BUSINESS QUESTION – LITHUANIA AND THE KGB – 27 January 2005

Dr Julian Lewis: May we have a statement from the Foreign Secretary, after he has had a chance to investigate the matter, on the information contained in early-day motion 591, which was tabled by my hon. Friend the Member for Romford (Andrew Rosindell)?

[That this House notes with great concern the recent admission, following the discovery of documents in the Lithuanian Special Archive, that both the country's Foreign Minister, Antanas Valionis, and, even more importantly, the Director-General of the State Security Department, Arvydas Pocius, were Reserve Officers in the Soviet KGB; deplores the dismissal of the Director of the Lithuanian Special Archive; believes that there are implications for the security of NATO, notwithstanding the welcome improvement in relations between Russia and the West; and calls upon the Secretary of State for Foreign and Commonwealth Affairs to make a statement about these disturbing revelations.]

The early-day motion relates to the recent admissions that not only the Foreign Minister of Lithuania, which is now a NATO country, but the head of Lithuania's principal intelligence service were reserve officers in the Soviet KGB. It also notes the worrying fact that it appears that the head of documentation archive in which the information was discovered has been sacked.

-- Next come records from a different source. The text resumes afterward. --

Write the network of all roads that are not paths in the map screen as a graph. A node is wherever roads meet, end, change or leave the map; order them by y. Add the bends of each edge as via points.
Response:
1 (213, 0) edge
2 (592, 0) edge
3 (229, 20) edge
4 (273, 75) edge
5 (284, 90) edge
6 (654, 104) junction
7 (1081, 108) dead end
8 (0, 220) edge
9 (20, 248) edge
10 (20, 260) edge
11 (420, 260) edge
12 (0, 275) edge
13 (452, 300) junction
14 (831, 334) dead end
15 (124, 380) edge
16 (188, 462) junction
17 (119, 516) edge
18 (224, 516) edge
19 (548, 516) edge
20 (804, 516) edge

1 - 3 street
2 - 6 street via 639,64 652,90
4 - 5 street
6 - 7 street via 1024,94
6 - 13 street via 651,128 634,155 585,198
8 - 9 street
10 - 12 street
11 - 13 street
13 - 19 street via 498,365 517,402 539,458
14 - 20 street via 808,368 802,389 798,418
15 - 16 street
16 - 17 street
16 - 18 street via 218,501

This is a very disturbing matter. We are remembering the Nazi holocaust today, but there was a Soviet holocaust as well. In addition, there are implications for NATO security. I should be grateful if the Leader of the House conveyed to the Foreign Secretary the need to look into this serious matter.

[Peter Hain: I shall certainly convey the hon. Gentleman's request to the Foreign Secretary, because he is right about the seriousness of the matter. I understand that there is particular sensitivity in the international Jewish community about the implications of the discovery and that the Lithuanian Parliament has established a commission to investigate allegations of links between senior public figures of the KGB. It held its first meeting yesterday and I cannot prejudge its findings.

I am absolutely bowled over that the hon. Gentleman did not ask about the diary of the Chancellor of the Duchy of Lancaster. I can only assume that he is giving my right hon. Friend the day off because it is his birthday.]